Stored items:
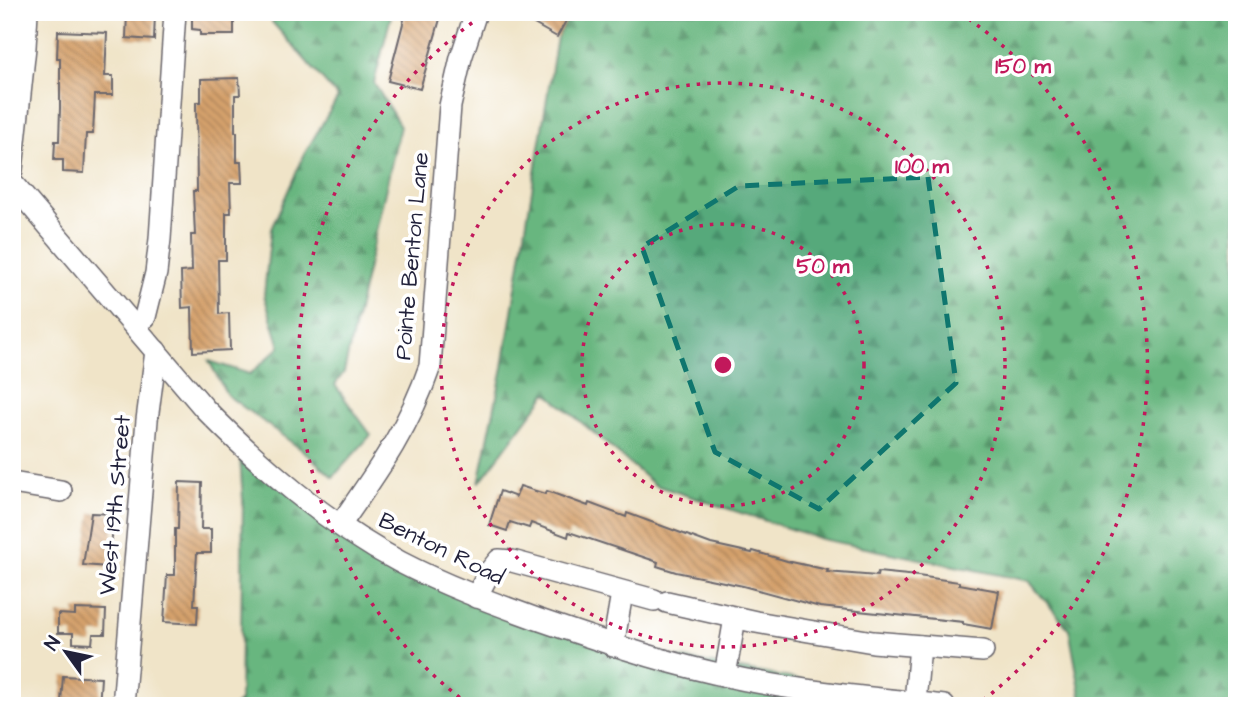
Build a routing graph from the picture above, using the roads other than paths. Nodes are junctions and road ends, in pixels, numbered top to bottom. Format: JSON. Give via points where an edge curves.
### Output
{"nodes":[{"id":1,"x":27,"y":12,"type":"edge"},
{"id":2,"x":175,"y":12,"type":"edge"},
{"id":3,"x":476,"y":12,"type":"edge"},
{"id":4,"x":12,"y":170,"type":"edge"},
{"id":5,"x":12,"y":183,"type":"edge"},
{"id":6,"x":145,"y":317,"type":"dead end"},
{"id":7,"x":156,"y":351,"type":"junction"},
{"id":8,"x":12,"y":483,"type":"edge"},
{"id":9,"x":61,"y":491,"type":"dead end"},
{"id":10,"x":340,"y":525,"type":"junction"},
{"id":11,"x":622,"y":593,"type":"junction"},
{"id":12,"x":475,"y":597,"type":"junction"},
{"id":13,"x":735,"y":618,"type":"junction"},
{"id":14,"x":613,"y":646,"type":"junction"},
{"id":15,"x":920,"y":646,"type":"junction"},
{"id":16,"x":983,"y":651,"type":"dead end"},
{"id":17,"x":725,"y":675,"type":"junction"},
{"id":18,"x":915,"y":702,"type":"junction"},
{"id":19,"x":123,"y":706,"type":"edge"},
{"id":20,"x":944,"y":706,"type":"edge"}],
"edges":[{"from":1,"to":4,"type":"street"},
{"from":2,"to":6,"type":"street","via":[[160,239]]},
{"from":3,"to":10,"type":"street","name":"Pointe Benton Lane","via":[[450,106],[430,366],[395,446]]},
{"from":5,"to":7,"type":"street","name":"Benton Road"},
{"from":7,"to":10,"type":"street","name":"Benton Road","via":[[239,444]]},
{"from":7,"to":19,"type":"street","name":"West 19th Street"},
{"from":8,"to":9,"type":"street"},
{"from":10,"to":12,"type":"street","name":"Benton Road","via":[[399,562]]},
{"from":11,"to":12,"type":"street","via":[[499,560]]},
{"from":11,"to":13,"type":"street"},
{"from":11,"to":14,"type":"street"},
{"from":12,"to":14,"type":"street","name":"Benton Road"},
{"from":13,"to":15,"type":"street"},
{"from":13,"to":17,"type":"street"},
{"from":14,"to":17,"type":"street","name":"Benton Road"},
{"from":15,"to":16,"type":"street"},
{"from":15,"to":18,"type":"street"},
{"from":17,"to":18,"type":"street","name":"Benton Road"},
{"from":18,"to":20,"type":"street","name":"Benton Road"}]}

» Your goal
Your answer should be a single number: the count of lines in the entries that hold the string "name".

» Answer to the exercise
9